## Problem to work on
Search the listing below for lines that hold the word "Lake", and report only how many there are.

## Source material
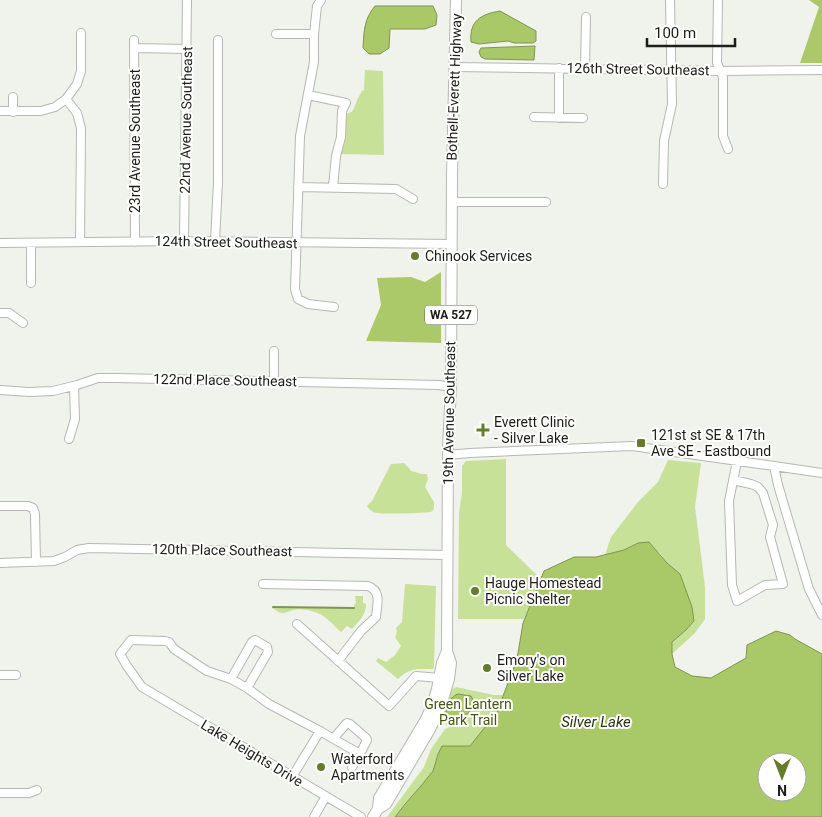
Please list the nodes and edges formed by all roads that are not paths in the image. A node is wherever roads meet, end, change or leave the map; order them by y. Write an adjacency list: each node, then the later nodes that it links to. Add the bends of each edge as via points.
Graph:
1 (187, 0): 11 (street, 22nd Avenue Southeast)
2 (321, 0): 9 (street, via 317,6)
3 (456, 0): 12 (main road, Bothell-Everett Highway / WA 527)
4 (670, 0): 15 (street)
5 (718, 0): 16 (street, via 717,63)
6 (586, 17): 14 (street)
7 (81, 32): 20 (street, via 81,71 77,84)
8 (276, 34): 9 (street)
9 (314, 34): 18 (street, via 314,62)
10 (218, 40): 35 (street)
11 (186, 49): 34 (street, 22nd Avenue Southeast); 37 (street, 23rd Avenue Southeast, via 134,44)
12 (454, 67): 13 (street, 126th Street Southeast); 27 (main road, Bothell-Everett Highway / WA 527)
13 (559, 68): 14 (street, 126th Street Southeast); 24 (street)
14 (585, 68): 15 (street, 126th Street Southeast)
15 (671, 69): 16 (street, 126th Street Southeast); 28 (street, via 672,104 664,141)
16 (720, 70): 17 (street, 126th Street Southeast); 26 (street, via 724,77 723,136)
17 (822, 70)
18 (308, 96): 29 (street, via 300,136); 30 (street, via 346,103 342,111)
19 (13, 97): 22 (street)
20 (66, 99): 22 (street, via 41,111); 36 (street, via 77,113 81,128)
21 (0, 111): 22 (street)
22 (13, 112)
23 (534, 117): 24 (street)
24 (558, 118): 25 (street)
25 (583, 118)
26 (728, 149)
27 (452, 175): 32 (main road, 19th Avenue Southeast / WA 527)
28 (663, 184)
29 (298, 187): 30 (street); 40 (street)
30 (333, 188): 31 (street, via 396,188)
31 (413, 199)
32 (452, 202): 33 (street); 41 (main road, 19th Avenue Southeast / WA 527)
33 (546, 202)
34 (184, 241): 35 (street, 124th Street Southeast); 37 (street, 124th Street Southeast)
35 (216, 241): 40 (street, 124th Street Southeast)
36 (80, 242): 37 (street, 124th Street Southeast); 39 (street, 124th Street Southeast)
37 (135, 242)
38 (0, 243): 39 (street, 124th Street Southeast)
39 (32, 243): 42 (street)
40 (296, 243): 41 (street, 124th Street Southeast); 43 (street, via 295,289 298,299 308,304)
41 (452, 244): 49 (main road, 19th Avenue Southeast / WA 527)
42 (31, 282)
43 (334, 307)
44 (0, 313): 45 (street, via 10,313)
45 (23, 323)
46 (274, 351): 47 (street)
47 (274, 381): 48 (street, 122nd Place Southeast, via 98,378); 49 (street, 122nd Place Southeast)
48 (74, 386): 50 (street, 122nd Place Southeast, via 53,391); 51 (street, via 75,419)
49 (451, 387): 52 (main road, 19th Avenue Southeast / WA 527)
50 (0, 390)
51 (69, 439)
52 (448, 455): 53 (street, via 632,446); 58 (main road, 19th Avenue Southeast / WA 527)
53 (737, 461): 54 (street); 56 (street)
54 (774, 466): 55 (street); 62 (street, via 809,590)
55 (822, 473)
56 (733, 480): 56 (street, via 729,501 731,576 737,601 765,585 783,584 770,537 773,525 763,493 751,484)
57 (0, 506): 59 (street, via 33,508)
58 (447, 555): 59 (street, 120th Place Southeast, via 89,548 54,561); 64 (main road, 19th Avenue Southeast / WA 527)
59 (36, 562): 60 (street, 120th Place Southeast)
60 (0, 563)
61 (263, 584): 65 (street, via 374,588 378,593 376,617)
62 (822, 615)
63 (296, 624): 65 (street)
64 (447, 651): 68 (main road, 19th Avenue Southeast / WA 527); 79 (main road, 19th Avenue Southeast / WA 527, via 451,663 440,709 386,804)
65 (338, 661): 68 (street, via 389,706 416,676)
66 (0, 675): 67 (street)
67 (16, 675)
68 (440, 678): 79 (main road, 19th Avenue Southeast / WA 527, via 426,719 379,798)
69 (231, 679): 70 (street); 70 (street, via 252,642 258,641 267,647 268,652); 75 (street, Lake Heights Drive, via 207,671 165,640 131,640 120,654 142,688)
70 (247, 688): 71 (street, via 269,704)
71 (320, 731): 72 (street); 75 (street)
72 (334, 738): 73 (street); 73 (street, via 347,723 350,724 366,738)
73 (360, 754): 74 (street)
74 (352, 767)
75 (292, 776): 78 (street, Lake Heights Drive)
76 (37, 790): 77 (street)
77 (0, 793)
78 (326, 796): 80 (street); 81 (street, Lake Heights Drive)
79 (376, 813)
80 (314, 817)
81 (362, 817)

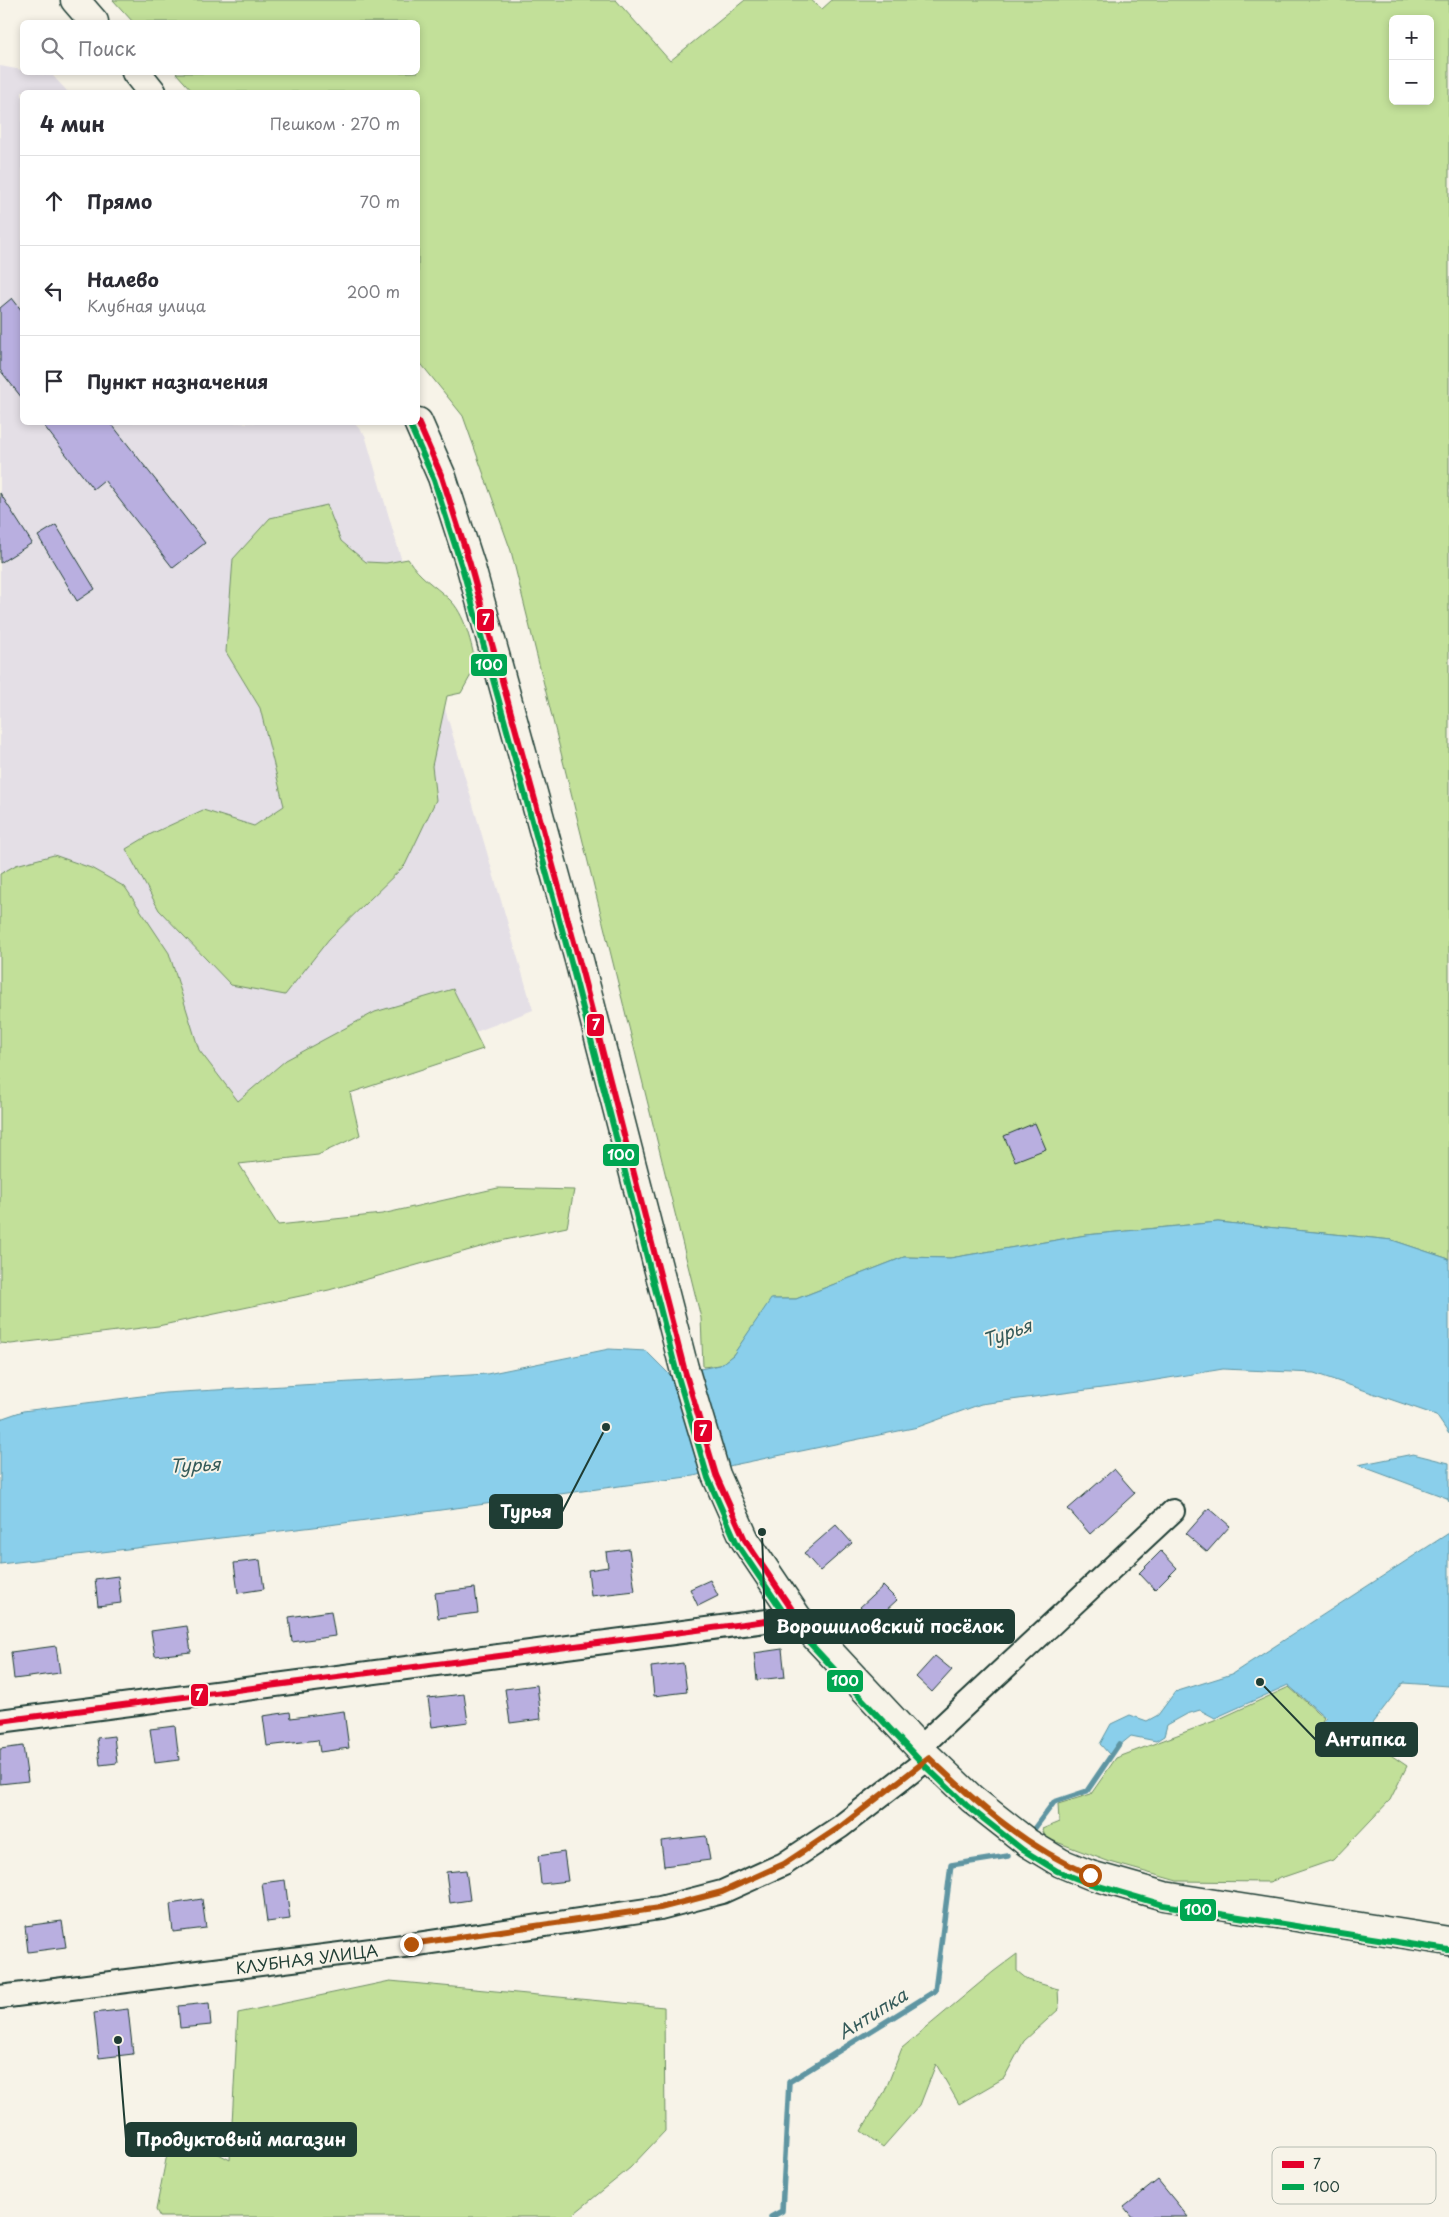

## Answer area
3